■ **Work to complete**:
Find every line in the records below that contains the word "async", and copy each such line.

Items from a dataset
::::::::
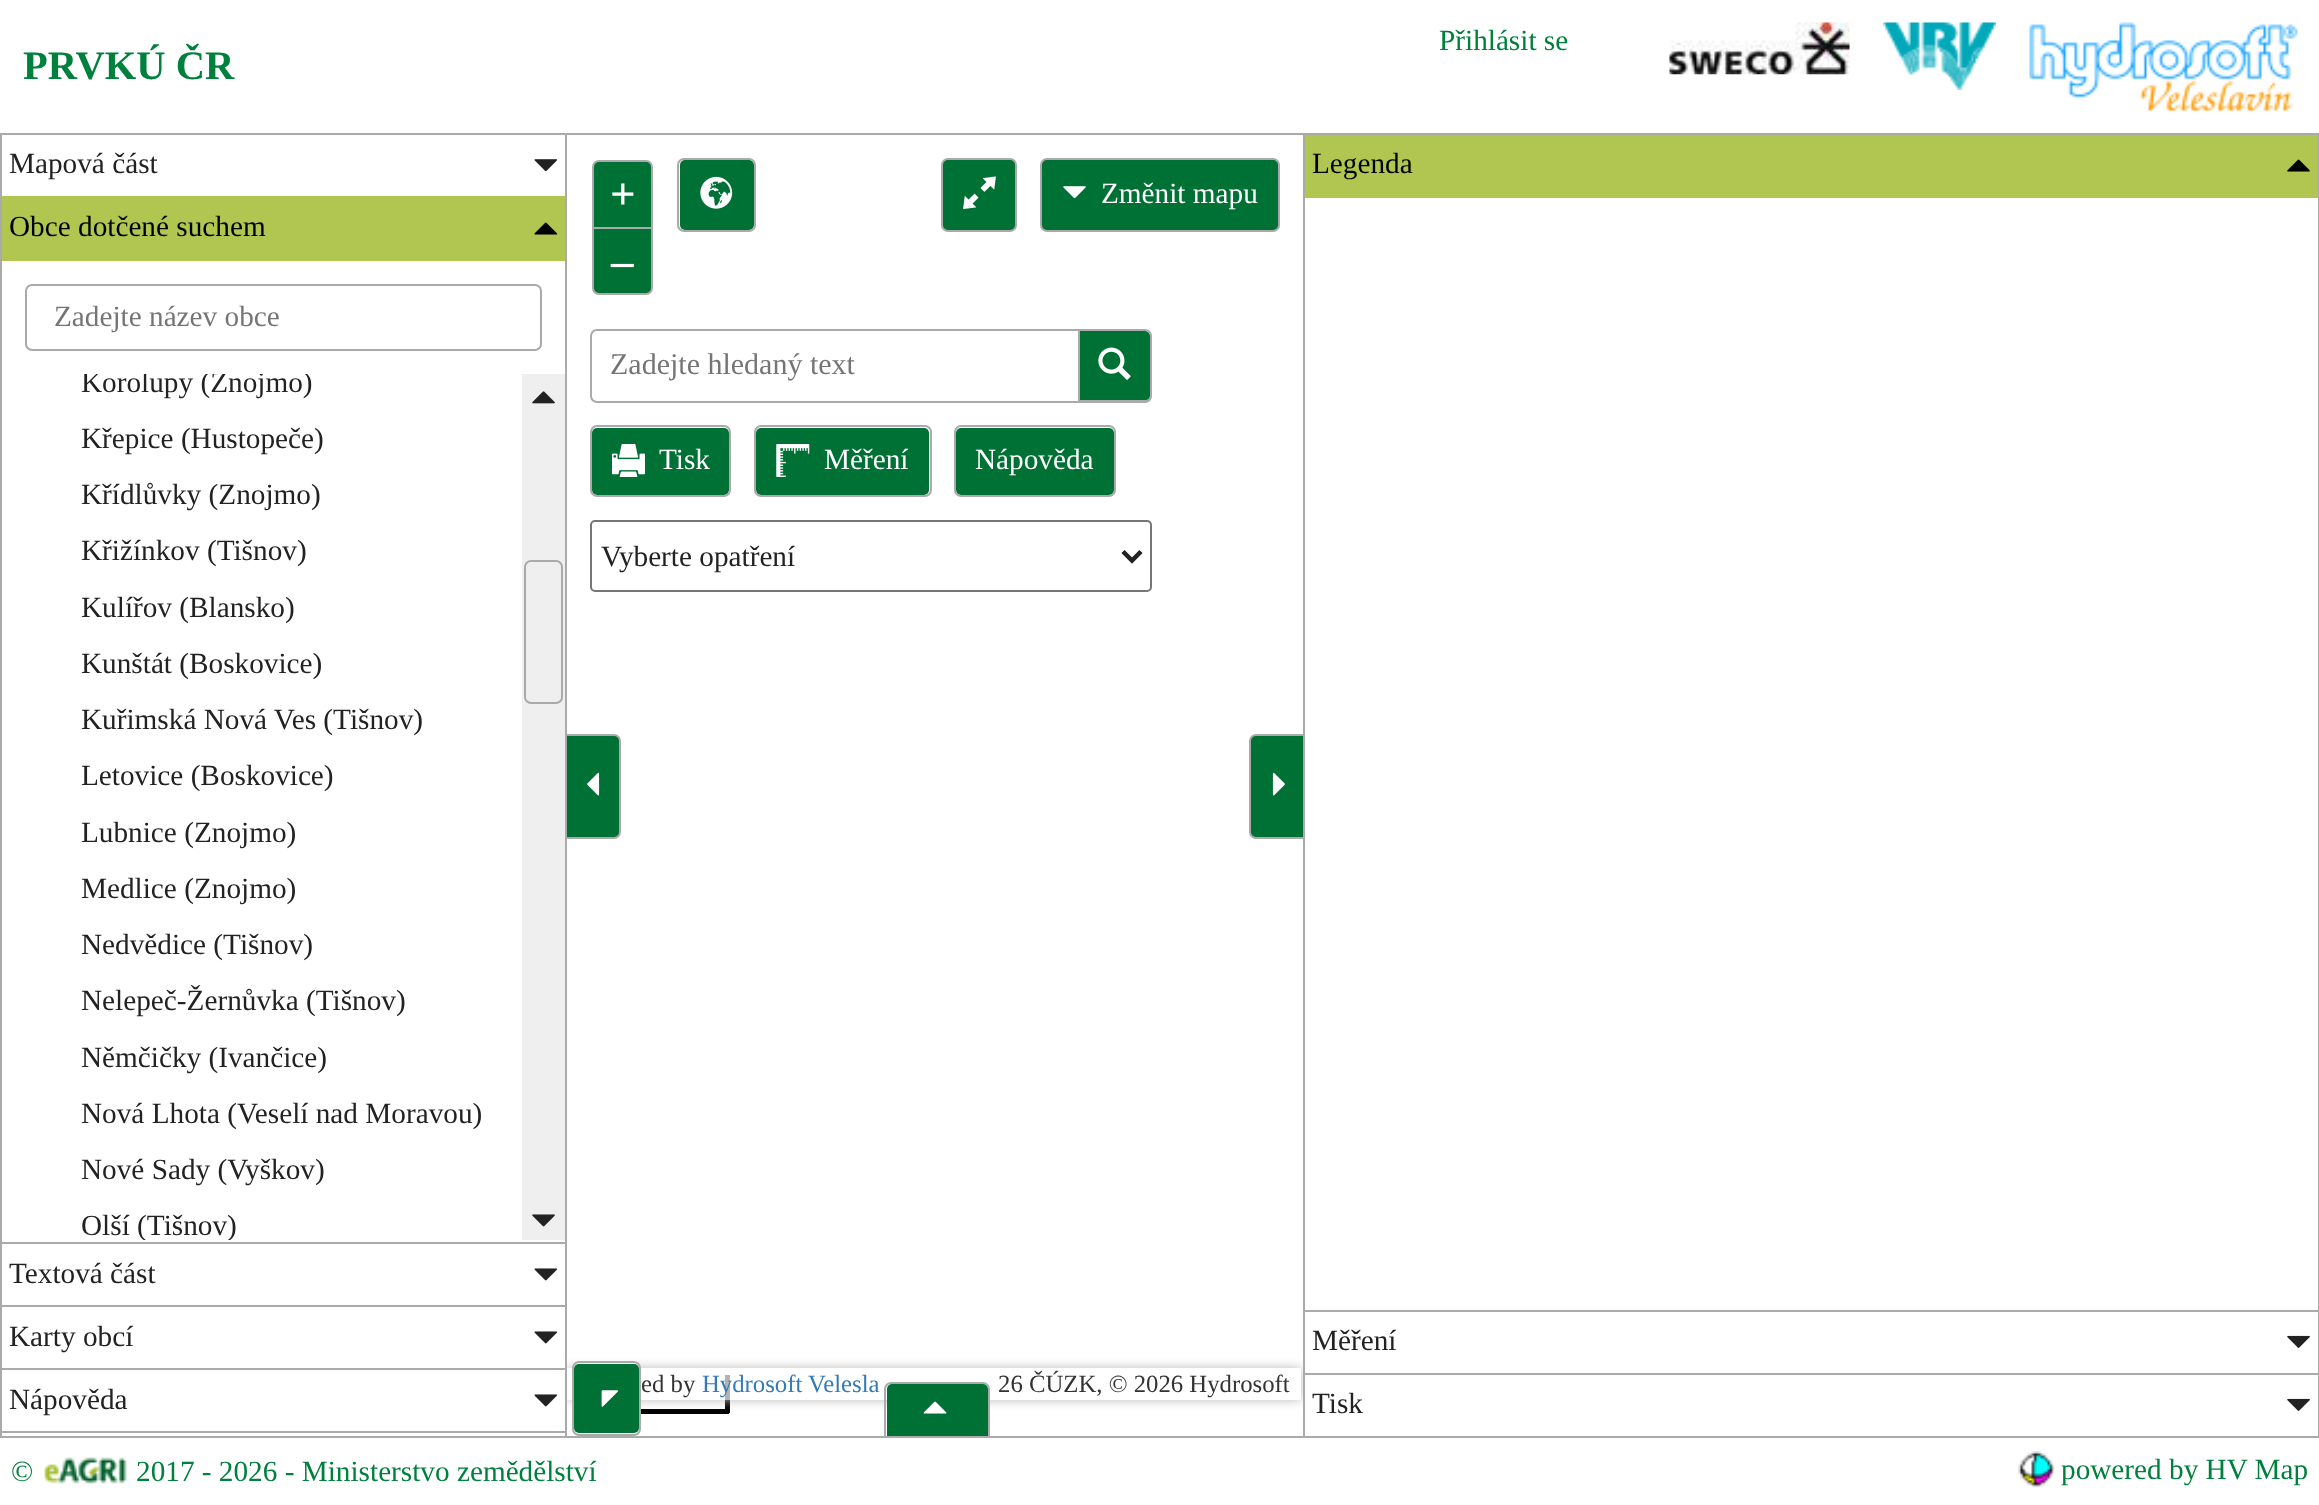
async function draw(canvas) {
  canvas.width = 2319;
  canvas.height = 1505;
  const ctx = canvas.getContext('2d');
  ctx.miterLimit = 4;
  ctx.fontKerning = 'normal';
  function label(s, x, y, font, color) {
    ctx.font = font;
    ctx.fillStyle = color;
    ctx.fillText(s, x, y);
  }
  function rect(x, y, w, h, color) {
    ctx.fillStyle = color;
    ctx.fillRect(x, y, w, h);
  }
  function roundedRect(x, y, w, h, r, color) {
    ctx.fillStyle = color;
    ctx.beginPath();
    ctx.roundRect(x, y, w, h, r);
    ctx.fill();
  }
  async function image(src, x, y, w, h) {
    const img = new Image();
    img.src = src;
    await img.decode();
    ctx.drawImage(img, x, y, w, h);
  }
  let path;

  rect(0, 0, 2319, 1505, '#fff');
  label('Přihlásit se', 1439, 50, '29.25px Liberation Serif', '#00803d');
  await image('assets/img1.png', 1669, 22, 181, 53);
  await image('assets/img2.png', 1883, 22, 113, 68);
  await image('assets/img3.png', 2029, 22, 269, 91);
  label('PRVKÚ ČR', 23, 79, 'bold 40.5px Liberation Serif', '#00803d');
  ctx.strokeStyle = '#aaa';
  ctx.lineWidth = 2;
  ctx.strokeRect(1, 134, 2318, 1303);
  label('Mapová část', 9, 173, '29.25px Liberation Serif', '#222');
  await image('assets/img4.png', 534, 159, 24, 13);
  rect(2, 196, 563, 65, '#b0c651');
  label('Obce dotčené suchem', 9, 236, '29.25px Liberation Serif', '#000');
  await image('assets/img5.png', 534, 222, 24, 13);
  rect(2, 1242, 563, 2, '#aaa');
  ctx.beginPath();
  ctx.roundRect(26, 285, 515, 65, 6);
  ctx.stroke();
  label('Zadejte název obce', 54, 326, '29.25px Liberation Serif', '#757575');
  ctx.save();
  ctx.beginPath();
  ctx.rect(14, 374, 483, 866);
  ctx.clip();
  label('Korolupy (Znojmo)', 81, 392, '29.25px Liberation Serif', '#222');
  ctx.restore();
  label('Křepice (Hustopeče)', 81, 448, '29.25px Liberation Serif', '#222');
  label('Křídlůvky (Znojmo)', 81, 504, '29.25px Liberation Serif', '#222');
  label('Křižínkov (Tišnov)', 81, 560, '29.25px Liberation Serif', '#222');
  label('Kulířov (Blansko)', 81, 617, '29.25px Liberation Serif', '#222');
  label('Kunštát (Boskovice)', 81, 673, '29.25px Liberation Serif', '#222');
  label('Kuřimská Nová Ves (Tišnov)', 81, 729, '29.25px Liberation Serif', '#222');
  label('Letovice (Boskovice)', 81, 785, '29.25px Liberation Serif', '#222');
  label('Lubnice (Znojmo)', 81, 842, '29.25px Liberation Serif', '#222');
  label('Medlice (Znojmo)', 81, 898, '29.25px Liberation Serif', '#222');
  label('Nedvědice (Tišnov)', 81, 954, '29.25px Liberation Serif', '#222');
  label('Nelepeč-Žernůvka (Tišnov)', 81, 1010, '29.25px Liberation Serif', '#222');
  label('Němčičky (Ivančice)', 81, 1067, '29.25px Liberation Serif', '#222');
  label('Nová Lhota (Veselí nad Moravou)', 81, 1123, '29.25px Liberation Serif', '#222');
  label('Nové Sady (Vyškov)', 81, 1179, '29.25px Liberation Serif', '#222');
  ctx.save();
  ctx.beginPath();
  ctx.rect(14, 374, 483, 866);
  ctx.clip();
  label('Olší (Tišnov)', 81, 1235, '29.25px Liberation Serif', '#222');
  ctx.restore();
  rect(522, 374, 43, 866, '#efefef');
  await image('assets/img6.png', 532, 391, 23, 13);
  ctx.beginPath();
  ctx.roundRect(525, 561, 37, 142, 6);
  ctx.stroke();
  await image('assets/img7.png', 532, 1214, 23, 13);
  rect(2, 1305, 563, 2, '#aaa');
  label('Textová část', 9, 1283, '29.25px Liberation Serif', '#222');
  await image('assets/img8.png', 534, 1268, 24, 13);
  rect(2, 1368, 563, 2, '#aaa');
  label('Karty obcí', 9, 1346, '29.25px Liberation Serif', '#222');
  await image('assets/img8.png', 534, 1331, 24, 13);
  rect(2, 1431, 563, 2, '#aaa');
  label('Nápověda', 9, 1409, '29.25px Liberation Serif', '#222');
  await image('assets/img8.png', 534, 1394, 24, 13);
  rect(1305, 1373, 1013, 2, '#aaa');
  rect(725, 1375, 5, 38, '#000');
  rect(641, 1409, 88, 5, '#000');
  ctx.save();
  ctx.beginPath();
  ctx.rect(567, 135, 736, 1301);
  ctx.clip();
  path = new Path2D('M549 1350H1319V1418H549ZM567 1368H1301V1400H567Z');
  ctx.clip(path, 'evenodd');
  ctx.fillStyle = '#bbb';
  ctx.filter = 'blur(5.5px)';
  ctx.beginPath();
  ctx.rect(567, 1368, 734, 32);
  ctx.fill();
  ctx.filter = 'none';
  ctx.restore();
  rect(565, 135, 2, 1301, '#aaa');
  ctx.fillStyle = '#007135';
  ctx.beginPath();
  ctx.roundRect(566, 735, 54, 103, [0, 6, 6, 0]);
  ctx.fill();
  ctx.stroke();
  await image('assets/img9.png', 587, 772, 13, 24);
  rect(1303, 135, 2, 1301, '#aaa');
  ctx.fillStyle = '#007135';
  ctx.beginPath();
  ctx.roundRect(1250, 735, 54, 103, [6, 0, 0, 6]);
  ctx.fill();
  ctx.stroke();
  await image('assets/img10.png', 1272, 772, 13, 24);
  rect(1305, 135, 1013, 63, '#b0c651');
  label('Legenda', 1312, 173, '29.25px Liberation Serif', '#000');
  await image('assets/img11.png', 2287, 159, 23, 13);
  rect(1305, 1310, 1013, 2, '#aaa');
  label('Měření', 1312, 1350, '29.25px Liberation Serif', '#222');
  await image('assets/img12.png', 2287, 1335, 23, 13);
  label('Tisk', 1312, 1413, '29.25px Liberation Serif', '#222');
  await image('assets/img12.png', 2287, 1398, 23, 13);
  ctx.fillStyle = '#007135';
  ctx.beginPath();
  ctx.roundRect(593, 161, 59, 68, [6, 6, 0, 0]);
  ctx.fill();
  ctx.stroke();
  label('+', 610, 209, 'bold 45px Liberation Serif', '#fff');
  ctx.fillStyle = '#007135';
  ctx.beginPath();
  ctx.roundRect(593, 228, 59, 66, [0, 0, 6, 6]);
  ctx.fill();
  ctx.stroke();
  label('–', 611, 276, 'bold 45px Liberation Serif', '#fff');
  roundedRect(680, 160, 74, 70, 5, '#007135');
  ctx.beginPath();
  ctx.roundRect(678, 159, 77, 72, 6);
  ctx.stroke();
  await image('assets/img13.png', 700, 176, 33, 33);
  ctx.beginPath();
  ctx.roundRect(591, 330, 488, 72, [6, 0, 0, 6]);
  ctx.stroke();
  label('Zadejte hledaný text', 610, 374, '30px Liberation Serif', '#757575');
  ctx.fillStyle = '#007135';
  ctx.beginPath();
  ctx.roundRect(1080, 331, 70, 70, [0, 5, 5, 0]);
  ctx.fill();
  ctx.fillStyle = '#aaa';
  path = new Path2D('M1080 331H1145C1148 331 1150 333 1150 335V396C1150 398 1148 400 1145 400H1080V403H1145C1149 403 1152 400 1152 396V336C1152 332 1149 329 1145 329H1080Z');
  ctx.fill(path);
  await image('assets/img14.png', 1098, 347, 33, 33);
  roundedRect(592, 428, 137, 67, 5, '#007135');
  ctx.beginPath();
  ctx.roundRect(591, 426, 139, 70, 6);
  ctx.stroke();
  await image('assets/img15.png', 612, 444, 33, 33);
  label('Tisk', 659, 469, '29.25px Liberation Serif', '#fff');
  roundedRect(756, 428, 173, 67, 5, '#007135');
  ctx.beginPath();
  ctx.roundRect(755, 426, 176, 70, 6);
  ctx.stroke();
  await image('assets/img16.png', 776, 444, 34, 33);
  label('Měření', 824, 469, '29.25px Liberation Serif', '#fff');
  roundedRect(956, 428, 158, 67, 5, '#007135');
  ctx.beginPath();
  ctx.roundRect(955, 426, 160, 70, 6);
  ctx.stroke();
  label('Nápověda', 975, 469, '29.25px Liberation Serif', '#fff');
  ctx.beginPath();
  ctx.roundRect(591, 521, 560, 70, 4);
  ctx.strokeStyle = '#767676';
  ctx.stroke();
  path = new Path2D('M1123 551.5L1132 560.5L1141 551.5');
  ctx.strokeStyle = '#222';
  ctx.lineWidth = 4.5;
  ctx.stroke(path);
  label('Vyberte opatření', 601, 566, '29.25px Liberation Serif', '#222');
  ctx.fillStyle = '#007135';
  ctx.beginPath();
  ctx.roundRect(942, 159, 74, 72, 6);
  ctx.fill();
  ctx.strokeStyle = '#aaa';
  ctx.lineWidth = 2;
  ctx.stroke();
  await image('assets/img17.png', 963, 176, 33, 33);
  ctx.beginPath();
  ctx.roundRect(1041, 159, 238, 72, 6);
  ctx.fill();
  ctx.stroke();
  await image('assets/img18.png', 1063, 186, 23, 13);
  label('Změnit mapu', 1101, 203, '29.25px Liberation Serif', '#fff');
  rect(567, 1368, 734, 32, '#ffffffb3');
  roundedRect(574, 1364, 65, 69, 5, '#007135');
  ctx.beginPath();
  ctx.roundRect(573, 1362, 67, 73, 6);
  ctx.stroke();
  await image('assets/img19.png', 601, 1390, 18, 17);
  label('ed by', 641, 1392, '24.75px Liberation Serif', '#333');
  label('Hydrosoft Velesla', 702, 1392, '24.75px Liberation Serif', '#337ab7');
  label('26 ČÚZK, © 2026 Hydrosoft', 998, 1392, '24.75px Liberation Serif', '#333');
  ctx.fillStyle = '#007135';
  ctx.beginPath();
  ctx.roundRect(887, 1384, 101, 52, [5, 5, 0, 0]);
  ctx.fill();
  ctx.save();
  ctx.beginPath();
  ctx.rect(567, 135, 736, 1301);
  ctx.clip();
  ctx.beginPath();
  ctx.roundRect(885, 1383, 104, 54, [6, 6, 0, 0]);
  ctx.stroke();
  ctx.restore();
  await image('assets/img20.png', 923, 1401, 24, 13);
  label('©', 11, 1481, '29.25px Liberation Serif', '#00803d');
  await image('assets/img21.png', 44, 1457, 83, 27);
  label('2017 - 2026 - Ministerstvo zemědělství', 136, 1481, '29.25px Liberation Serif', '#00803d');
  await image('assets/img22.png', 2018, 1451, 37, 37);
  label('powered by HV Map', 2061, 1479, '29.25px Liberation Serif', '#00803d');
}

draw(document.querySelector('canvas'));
::::::::
■ **Task solution**:
async function draw(canvas) {
  async function image(src, x, y, w, h) {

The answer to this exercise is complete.